To drill the holes for the peg-bolts, I used a 3/4 inch augur drill bit with a long extension.
It's very important to keep the drill bit level.
I made a mistake here. Note how I drilled the holes in the center of the post...
If I had drilled the holes about an inch to the right, the gate would've swung in both directions. After my gate was installed, it could swing against the shed (my main intention), but it wouldn't swing the other direction very far, because the edge of the gate would hit the post.
This is the gate shown in this article.
When I try swinging the gate so the hinges are on the outside of the gate, the edge of the gate hits the post (red arrow).
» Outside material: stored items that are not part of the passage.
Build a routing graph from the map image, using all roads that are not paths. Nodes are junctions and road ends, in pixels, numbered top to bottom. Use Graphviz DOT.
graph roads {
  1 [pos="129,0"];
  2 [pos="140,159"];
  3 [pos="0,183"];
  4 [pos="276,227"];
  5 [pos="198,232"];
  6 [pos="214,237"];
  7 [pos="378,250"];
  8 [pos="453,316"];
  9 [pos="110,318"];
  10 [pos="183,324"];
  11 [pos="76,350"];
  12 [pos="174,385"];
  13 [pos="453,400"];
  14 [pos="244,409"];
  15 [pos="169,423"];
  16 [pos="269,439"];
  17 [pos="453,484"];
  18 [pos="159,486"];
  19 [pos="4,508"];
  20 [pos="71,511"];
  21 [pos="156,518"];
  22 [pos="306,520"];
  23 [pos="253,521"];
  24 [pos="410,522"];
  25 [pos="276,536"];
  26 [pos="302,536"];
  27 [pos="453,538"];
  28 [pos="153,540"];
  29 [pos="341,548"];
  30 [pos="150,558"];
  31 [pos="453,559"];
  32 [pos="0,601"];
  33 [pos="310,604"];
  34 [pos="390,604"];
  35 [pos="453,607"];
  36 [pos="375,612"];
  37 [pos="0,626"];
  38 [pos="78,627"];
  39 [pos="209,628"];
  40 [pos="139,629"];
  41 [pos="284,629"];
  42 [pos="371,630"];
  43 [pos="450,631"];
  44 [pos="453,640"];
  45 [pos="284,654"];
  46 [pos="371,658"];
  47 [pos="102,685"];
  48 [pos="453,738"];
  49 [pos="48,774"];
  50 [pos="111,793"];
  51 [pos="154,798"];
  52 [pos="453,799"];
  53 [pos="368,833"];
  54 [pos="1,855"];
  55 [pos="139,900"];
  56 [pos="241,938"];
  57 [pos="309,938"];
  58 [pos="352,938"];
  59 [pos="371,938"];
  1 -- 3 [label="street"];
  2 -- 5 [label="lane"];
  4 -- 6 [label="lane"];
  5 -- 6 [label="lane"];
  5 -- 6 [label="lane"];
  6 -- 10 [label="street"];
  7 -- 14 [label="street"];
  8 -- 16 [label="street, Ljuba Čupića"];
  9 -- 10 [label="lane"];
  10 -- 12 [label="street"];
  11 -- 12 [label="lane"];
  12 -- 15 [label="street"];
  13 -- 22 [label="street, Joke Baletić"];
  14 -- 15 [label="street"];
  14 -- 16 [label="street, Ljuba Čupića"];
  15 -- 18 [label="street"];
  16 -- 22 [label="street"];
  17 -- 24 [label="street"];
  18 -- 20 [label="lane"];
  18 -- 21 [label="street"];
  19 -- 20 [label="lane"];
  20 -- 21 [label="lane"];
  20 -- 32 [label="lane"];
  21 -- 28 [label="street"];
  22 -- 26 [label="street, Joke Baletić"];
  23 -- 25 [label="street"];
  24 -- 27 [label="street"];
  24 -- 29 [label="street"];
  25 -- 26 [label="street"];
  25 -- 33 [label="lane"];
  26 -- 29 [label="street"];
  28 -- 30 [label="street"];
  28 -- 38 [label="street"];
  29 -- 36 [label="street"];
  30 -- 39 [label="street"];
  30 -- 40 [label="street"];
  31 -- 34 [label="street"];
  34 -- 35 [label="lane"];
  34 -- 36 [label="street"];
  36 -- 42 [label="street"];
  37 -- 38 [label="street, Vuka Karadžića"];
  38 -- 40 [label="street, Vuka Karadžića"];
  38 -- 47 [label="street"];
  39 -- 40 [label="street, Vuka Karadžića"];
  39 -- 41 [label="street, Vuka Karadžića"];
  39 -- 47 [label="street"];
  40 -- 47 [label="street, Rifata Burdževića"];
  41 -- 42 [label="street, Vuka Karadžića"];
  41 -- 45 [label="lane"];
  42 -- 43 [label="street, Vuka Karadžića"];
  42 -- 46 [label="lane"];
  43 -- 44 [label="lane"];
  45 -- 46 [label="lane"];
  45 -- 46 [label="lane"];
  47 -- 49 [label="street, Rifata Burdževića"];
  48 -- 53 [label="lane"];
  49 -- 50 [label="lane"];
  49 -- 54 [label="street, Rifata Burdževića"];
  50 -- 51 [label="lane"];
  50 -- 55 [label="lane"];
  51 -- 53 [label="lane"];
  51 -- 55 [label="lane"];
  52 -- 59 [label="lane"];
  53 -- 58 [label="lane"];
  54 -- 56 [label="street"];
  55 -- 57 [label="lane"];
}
When the gate is swung the other direction (when the hinges are facing the post) there is no problem.
When I built the second gate, I located the holes for the peg-bolts about an inch off-center.
When the gate is swung with the hinges on the outside, the gate doesn't pinch the post until it has moved beyond 90 degrees.
With one nut and washer on the peg-bolt, I placed the bolt in the hole.
Then I put the washer and nut on the other end, and tightened the last nut while holding the first nut (near the peg) using a pair of 15/16" wrenches.
With these peg-bolts, it's possible to adjust the distance between the peg and the post. Menard's also sells a lag bolt with a peg on the end. Those wouldn't be so easy to adjust.
The heavy-duty gate post after the hinge hardware was installed.
I left the top of the post just flat. To prevent water damage to the post, the top should be sloped to let water drain off. When I built this fence I figured I would build some type of cap for the posts, but I haven't settled on a design yet.
A closer view of the gate hardware. It's important to leave enough space between the post and the building so the end of the bolt doesn't hit the wall. Of course, the entire bolt could be adjusted so the peg was farther away from the post.
Then I set the gate on the peg-bolts. (Read about building this gate.)
One tricky aspect of my construction methods is the difficulty in getting the peg-bolts spaced apart just the right amount.
An easier way might be: Install just one strap hinge on the gate (I'd do the top strap), then set the gate on the peg, using some blocks of wood to hold the gate level. While a helper holds the gate from falling, you could set the lower strap on the peg and mark the holes on the gate.